PMTER-ABE: a practical multi-authority CP-ABE with traceability, revocation and outsourcing decryption for secure access control in cloud systems

Abstract

Attribute-based encryption (ABE) has evolved as an efficient and secure method for storage of data with fine-grained access control in cloud platforms. In recent years, increasing diversification in the design of ABE schemes has led to significant research in the assimilation of properties like traceability, revocation, and outsourcing decryption. However, most of the recent ABE schemes incorporate few of these properties and hence lack in robustness to adapt with varying demands of cloud systems. In modern ABE designs, the notions of forward and backward secrecy have been introduced to accommodate the delegation of a large number of heterogeneous users in the system. In general, these features are realized under the concept of user revocation. On the other hand, to control malicious users in the system, it is necessary to implement traceability in integration with user revocation. Finally, for resource-constrained users, outsourcing decryption to proxy servers is a viable option. Thus, we propose PMTER-ABE, a practical decentralized multi-authority traceable and efficiently revocable attribute-based cryptosystem with outsourcing decryption advantage.

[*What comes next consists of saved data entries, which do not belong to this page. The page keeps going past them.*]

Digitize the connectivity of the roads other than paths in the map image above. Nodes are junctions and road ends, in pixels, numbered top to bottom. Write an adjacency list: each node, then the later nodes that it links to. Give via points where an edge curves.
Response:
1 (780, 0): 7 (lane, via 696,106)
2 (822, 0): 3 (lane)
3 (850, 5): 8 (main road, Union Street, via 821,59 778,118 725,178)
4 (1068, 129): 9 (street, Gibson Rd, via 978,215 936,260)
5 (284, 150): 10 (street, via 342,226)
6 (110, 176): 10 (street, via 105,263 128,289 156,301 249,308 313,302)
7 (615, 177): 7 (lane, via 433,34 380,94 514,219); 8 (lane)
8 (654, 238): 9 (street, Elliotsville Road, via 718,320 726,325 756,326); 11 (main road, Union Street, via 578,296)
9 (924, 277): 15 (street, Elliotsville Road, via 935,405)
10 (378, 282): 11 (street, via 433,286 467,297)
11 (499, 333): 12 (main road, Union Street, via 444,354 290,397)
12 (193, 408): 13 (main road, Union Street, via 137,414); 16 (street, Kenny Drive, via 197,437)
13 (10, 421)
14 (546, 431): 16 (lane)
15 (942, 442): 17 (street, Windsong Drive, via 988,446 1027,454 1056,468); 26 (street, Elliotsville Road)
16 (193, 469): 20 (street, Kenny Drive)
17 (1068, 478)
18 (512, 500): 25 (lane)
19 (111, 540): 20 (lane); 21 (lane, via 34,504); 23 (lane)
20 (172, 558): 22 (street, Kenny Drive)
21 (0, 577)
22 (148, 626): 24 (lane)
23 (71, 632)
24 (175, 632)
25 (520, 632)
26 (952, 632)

The key features of our cryptosystem are (i) incorporating large attribute universe with highly expressive policies, (ii) integrating forward and backward secrecy under user revocation, (iii) implementing white-box traceability to detect malicious users, and (iv) outsourcing decryption to reduce the computational overhead of decryption on users. We present the formal proofs for correctness, security, and traceability of PMTER-ABE along with performance analysis. The efficiency and usability of PMTER-ABE is shown with practical implementation and experimental results.